いよいよ今年4月から、消費税率が8%に引き上げられる。さらに1年半後には、10%までの引き上げも待っている。激動の時代を生きるビジネスマンは、消費税に関する知識を今から身に着けておかないといけない。消費税に関する用語を、ジャンル別にわかり易く解説した。最終回は、販促コンサルタントの竹内謙礼氏監修による「増税後の動き・対策に関する用語編」をお届けしよう。第1回から続けて読めば、あなたはちょっとした「消費税の専門家」になれるだろう。

【買い控え】

 消費税増税前の「駆け込み消費」の反動で、消費が冷え込む現象のこと。特に高額商品、贅沢品の消費に大きな影響を与える。また、消費マインド全体が冷え込んでしまうこともあり、買い控えの影響は低額の食料品や衣料品にまで派生することが予想される。

 反面、ディスカウント商品や節約系グッズ等の買い控え時に有効な商品やサービスも多々あり、増税後の買い控えを逆に商機ととらえる事業者も多い。リーマンショック時と震災ショック時の買い控え期の販促戦略を検証することで、対策を立てることが可能である(図1参照)。
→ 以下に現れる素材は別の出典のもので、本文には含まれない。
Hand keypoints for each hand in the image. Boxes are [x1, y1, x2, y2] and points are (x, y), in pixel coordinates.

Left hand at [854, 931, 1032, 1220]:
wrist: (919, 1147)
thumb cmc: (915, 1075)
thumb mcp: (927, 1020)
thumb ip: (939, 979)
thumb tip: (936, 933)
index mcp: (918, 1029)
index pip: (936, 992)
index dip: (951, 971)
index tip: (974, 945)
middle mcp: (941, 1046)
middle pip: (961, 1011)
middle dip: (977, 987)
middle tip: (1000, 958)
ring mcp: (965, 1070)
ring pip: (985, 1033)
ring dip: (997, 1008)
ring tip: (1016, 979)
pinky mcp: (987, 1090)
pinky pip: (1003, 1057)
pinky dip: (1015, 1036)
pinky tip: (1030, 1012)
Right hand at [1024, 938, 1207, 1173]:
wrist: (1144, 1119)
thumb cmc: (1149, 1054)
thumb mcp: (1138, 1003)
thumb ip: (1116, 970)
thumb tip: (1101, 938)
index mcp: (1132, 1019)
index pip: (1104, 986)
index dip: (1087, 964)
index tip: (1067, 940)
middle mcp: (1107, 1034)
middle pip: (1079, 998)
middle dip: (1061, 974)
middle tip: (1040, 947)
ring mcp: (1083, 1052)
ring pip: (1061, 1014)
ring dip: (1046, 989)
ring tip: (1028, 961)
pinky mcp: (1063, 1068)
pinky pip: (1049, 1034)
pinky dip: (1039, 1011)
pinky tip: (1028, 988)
【参考】消費税アップ直前に100名に聞いたら、3割が「駆け込み消費する」と回答(経営コンサルタント 竹内謙礼ブログ)。Q6に「買い控え」アンケート結果

【2014年4月1日、および2015年10月1日】

 消費税増税後の初日。2014年4月1日が「火曜日」、2015年10月1日が「木曜日」となる。過去の消費税増税の場合、初日から商品の買い控えが始まり、前日の駆け込み消費とは打って変わって商品が売れなくなる。そのため、心理的な焦りを抱えてセール販売を慣行する事業者も多いが、消費意欲が大きく減退していることもあり、芳しい販促結果にはならないことが多い。また、システムトラブルや接客によるトラブルも発生しやすい日でもあるので、人材の確保は事前におこなっておいたほうがいいだろう。

【プライベートブランド(PB)】

 スーパーやデパート、百貨店などがみずから 企画生産して販売する独自のブランド商品のこと。一般にメーカー製品(ナショナルブランド)より割安になるケースが多い。「自主企画商品」「PB」とも言う。その価格の優位性から、消費税増税後は、売り手側が商品価格を自由にコントロールできるプライベート商品に注目が集まることが予想される。

【モニター企画】

 “モニター”と称して、割引価格で商品やサービスを提供して、消費者と接触頻度をあげる販促企画。増税後の買い控え期に提案することで、節約モードの消費者の財布を緩めるきっかけをつくることができる。また、接触頻度を高めることで優良顧客の育成にもつながるので、買い控え期にモニター企画を展開する事業者は多い。

【訳あり企画】

 正規商品の傷ものや、半端もの、型遅れ商品など、何かしらの事情で通常の販売ルートに乗せられない商品のこと。ひと昔前に比べて、アウトレット品やB級品に対して抵抗感を持っている人が減っていることもあり、販促企画のキャッチコピーに用いれば、増税後の冷え込んだ消費の中でも、ある一定数のお客さんを確保することが可能である。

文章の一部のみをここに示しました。